Resenhas por Adriano Mello Costa
“Hinterkind – Os Desterrados: O Despertar do Mundo”, de Ian Edginton, Francesco Trifogli e Cris Peter (Panini Comics)
Durante séculos a humanidade foi a espécie dominante do planeta. Usou e abusou da natureza esgotando os recursos naturais de acordo com interesses próprios. No entanto, todo esse poder foi embora em apenas sete meses. A raça humana foi praticamente dizimada por uma peste sem nome que se alastrou pelo mundo devastando tudo que via na frente. Nesse cenário pós-apocalíptico animais selvagens passaram a ser donos das ruas e cidades e lendas reapareceram para brigar pela posse do planeta. Personagens comuns em livros e histórias antigas como elfos, fadas, centauros e trolls saem do esconderijo que habitaram e reclamam a terra novamente para si. “Hinterkind – Os Desterrados: O Despertar do Mundo” mistura esses dois lados citados: a sobrevivência da espécie humana depois da praga e o enxerto da fantasia que transforma a história em algo mais. Lançada nos EUA dentro do selo Vertigo, ganhou edição nacional esse ano pela Panini Comics em um volume de capa cartonada com 148 páginas que traz as edições originais de 1 a 6 publicadas entre dezembro de 2013 e maio de 2014. A história é criação do britânico Ian Edginton (Planeta dos Macacos) e tem como grande destaque a belíssima arte do italiano Francesco Trifogli com as cores da brasileira Cris Peter. O selo Vertigo é – já faz algum tempo – o único resquício de boas histórias da DC Comics dentro dos quadrinhos e isso não é diferente com “Hinterkind”. Uma trama bem contada, com algumas ornamentações de segundo plano, com arte de encher os olhos, que habita dentro do “universo geral” da fantasia do selo composto por coisas como “O Inescrito” e “Fábulas”. Usando de conceitos já explorados anteriormente e fazendo estes fluir em nova aventura, Ian Edginton foge o máximo que pode do lugar comum desse tipo de enredo e proporciona ao leitor uma atrativa pedida.
Nota: 7
“Tabloide”, de L.M. Melite (Editora Veneta)
O quadrinista paulista L.M. Melite é responsável por um trabalho dos mais intrigantes no cenário nacional dos últimos anos.

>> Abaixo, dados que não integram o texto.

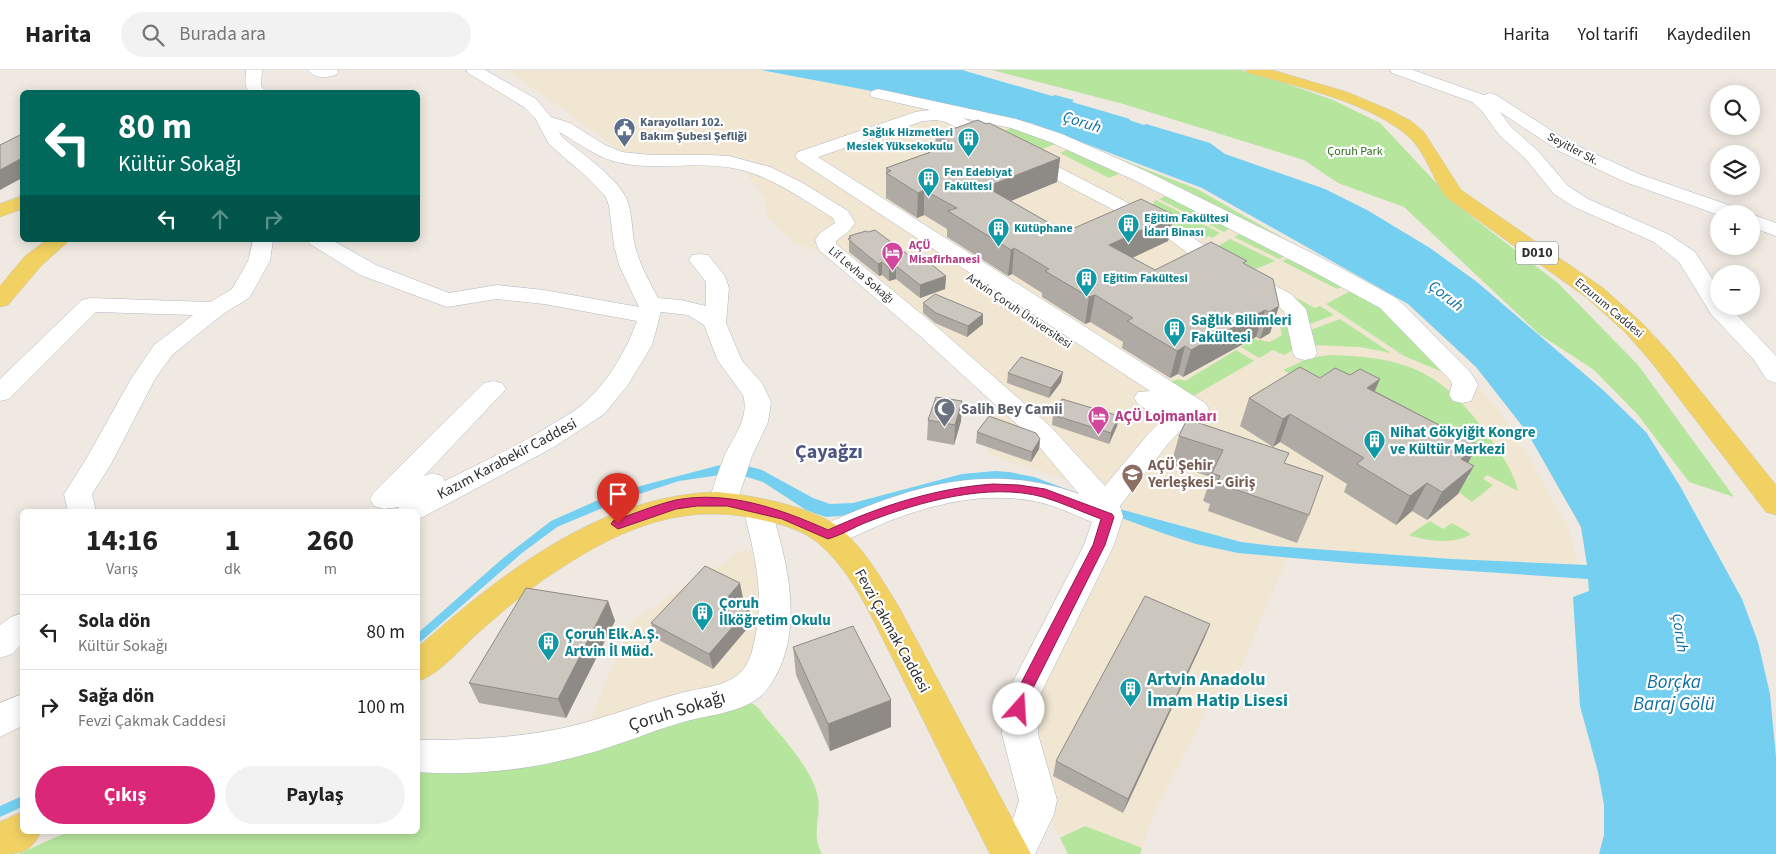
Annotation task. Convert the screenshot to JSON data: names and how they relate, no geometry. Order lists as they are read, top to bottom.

É obra dele “Desistência Azul” e “Dupin” (ambos lançados pela Zarabatana Books) e “Leviatã” (que saiu na revista Café Espacial 13). Suas histórias sempre apresentam um ponto mais fora da curva, seja no experimentalismo da arte ou no traço em alguns momentos, seja na concepção do roteiro e narrativa em outras, gerando um resultado digno de nota. Esse ano chega às livrarias mais uma obra sua intitulada “Tabloide” que foi contemplada pelo PROAC (Programa de Incentivo à Cultura de São Paulo) e tem publicação caprichada em capa dura pela editora Veneta. Com 136 páginas e em cores, Melite narra as desventuras de Samantha Castelo, uma jornalista que tem atração por histórias estranhas e sobrenaturais, dona que um pequeno jornal que narra esses fatos enquanto os demais não estão nem aí. Samantha é cínica ao extremo, desbocada, bagunceira, fora do peso, pouco higiênica, cheia de artimanhas para conseguir o que quer e enxerida como uma jornalista criminal deve ser. Quando se depara com um homicídio que tem um cadáver vestido de noiva trancado dentro do porta-malas de um carro afundado, ela não se contenta com o descaso geral da polícia e resolve atropelar para conseguir a matéria. Nesse percurso é auxiliada pelos poucos que lhe cercam como o fotógrafo Horácio e o ex-patrão e atual “conselheiro” Bogus para entrar no submundo de São Paulo se deparando com bizarrices e segredos guardados a sete chaves. Enquanto o thriller policial avança com as descobertas, o autor aproveita para contar um pouco mais sobre a protagonista e os cadáveres pessoais que ela tranca no armário. “Tabloide” é um dos grandes lançamentos nacionais do ano, que ratifica de vez o trabalho do seu criador e deixa o leitor torcendo para que no futuro venham mais histórias de Samantha Castelo.
Nota: 9
“Paciência”, de Daniel Clowes (Editora Nemo)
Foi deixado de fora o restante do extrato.